**Exercise input**
----

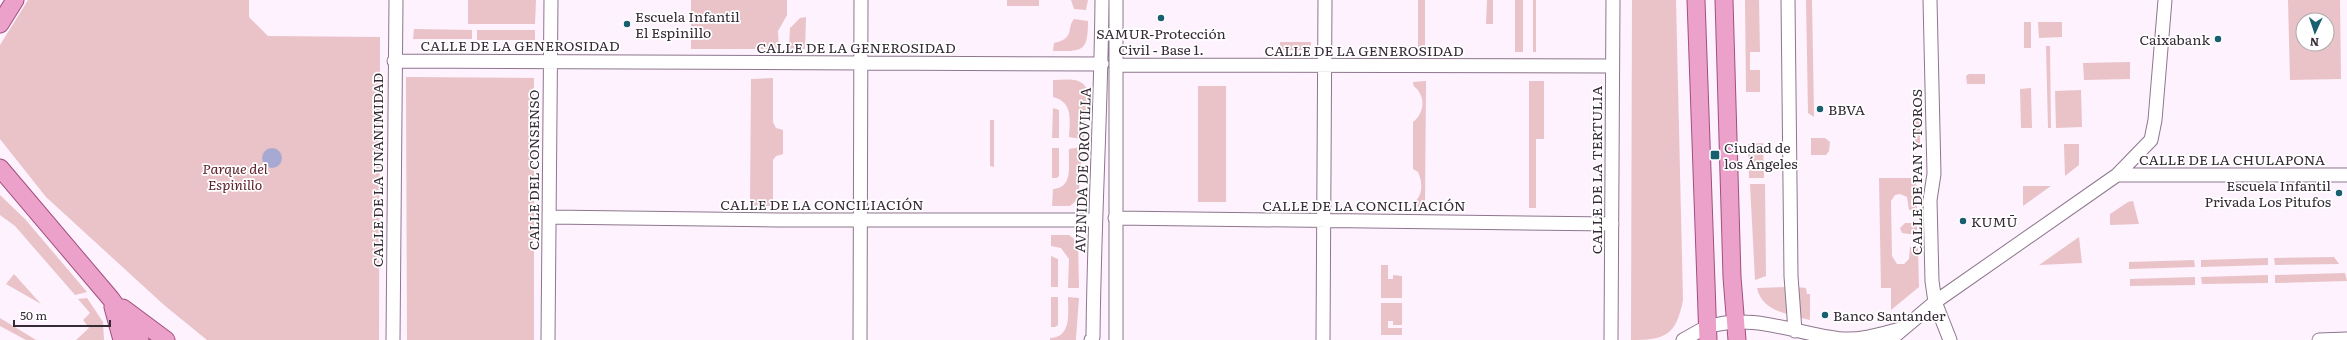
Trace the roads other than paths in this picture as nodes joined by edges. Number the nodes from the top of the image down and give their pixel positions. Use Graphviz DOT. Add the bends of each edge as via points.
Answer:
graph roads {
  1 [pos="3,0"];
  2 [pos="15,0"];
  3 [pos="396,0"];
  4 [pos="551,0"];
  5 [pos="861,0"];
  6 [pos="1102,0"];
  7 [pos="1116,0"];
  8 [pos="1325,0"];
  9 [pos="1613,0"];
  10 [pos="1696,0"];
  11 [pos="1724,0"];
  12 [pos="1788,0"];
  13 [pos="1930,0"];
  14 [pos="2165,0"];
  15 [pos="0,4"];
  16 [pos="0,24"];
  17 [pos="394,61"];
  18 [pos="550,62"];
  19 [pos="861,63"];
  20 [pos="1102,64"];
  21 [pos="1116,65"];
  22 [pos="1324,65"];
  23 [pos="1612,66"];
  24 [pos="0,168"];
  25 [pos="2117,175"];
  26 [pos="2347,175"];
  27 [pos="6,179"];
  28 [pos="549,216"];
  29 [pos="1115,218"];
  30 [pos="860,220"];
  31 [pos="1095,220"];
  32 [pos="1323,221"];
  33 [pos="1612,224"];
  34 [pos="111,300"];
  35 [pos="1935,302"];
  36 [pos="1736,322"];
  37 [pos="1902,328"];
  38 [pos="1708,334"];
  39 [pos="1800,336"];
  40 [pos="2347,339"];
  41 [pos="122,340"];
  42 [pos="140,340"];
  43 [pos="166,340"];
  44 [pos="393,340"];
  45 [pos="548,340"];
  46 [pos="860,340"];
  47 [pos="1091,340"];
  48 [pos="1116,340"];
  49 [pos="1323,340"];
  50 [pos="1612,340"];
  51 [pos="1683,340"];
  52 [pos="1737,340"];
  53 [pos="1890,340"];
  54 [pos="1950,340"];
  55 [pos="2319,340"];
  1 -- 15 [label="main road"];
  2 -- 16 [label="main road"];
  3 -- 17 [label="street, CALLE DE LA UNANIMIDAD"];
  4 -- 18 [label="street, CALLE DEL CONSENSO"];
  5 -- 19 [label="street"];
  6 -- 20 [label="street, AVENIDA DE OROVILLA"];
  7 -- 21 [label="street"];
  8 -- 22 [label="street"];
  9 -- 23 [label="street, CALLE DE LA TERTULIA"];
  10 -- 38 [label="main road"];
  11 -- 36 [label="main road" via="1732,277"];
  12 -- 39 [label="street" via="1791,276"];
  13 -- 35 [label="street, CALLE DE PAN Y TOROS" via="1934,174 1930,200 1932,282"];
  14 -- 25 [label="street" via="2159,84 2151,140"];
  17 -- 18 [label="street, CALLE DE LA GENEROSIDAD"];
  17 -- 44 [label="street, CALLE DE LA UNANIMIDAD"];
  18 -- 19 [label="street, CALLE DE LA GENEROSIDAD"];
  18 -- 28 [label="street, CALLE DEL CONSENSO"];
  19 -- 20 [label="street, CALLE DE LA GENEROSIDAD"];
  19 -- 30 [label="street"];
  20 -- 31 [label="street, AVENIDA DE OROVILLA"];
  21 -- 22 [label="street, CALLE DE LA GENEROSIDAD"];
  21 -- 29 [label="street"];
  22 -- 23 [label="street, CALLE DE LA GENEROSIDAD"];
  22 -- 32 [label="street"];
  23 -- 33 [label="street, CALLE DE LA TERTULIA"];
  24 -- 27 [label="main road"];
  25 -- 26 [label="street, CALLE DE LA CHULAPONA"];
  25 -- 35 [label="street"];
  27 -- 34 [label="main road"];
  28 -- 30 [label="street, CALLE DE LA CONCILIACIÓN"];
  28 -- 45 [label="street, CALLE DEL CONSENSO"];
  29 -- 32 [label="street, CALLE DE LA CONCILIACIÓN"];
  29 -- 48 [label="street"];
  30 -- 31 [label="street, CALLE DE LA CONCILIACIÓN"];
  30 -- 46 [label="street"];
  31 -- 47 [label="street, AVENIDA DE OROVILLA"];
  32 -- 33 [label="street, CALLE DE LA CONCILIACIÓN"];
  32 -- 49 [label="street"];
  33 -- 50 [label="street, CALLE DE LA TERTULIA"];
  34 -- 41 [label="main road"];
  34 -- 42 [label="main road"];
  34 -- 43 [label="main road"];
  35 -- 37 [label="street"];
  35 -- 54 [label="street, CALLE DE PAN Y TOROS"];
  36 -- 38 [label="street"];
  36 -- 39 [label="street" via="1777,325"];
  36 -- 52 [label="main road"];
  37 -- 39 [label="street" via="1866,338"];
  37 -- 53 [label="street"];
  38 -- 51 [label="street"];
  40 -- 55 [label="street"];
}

----

Show all lines in the entries above where the string "TOROS" appears.

**Completed exercise**
  13 -- 35 [label="street, CALLE DE PAN Y TOROS" via="1934,174 1930,200 1932,282"];
  35 -- 54 [label="street, CALLE DE PAN Y TOROS"];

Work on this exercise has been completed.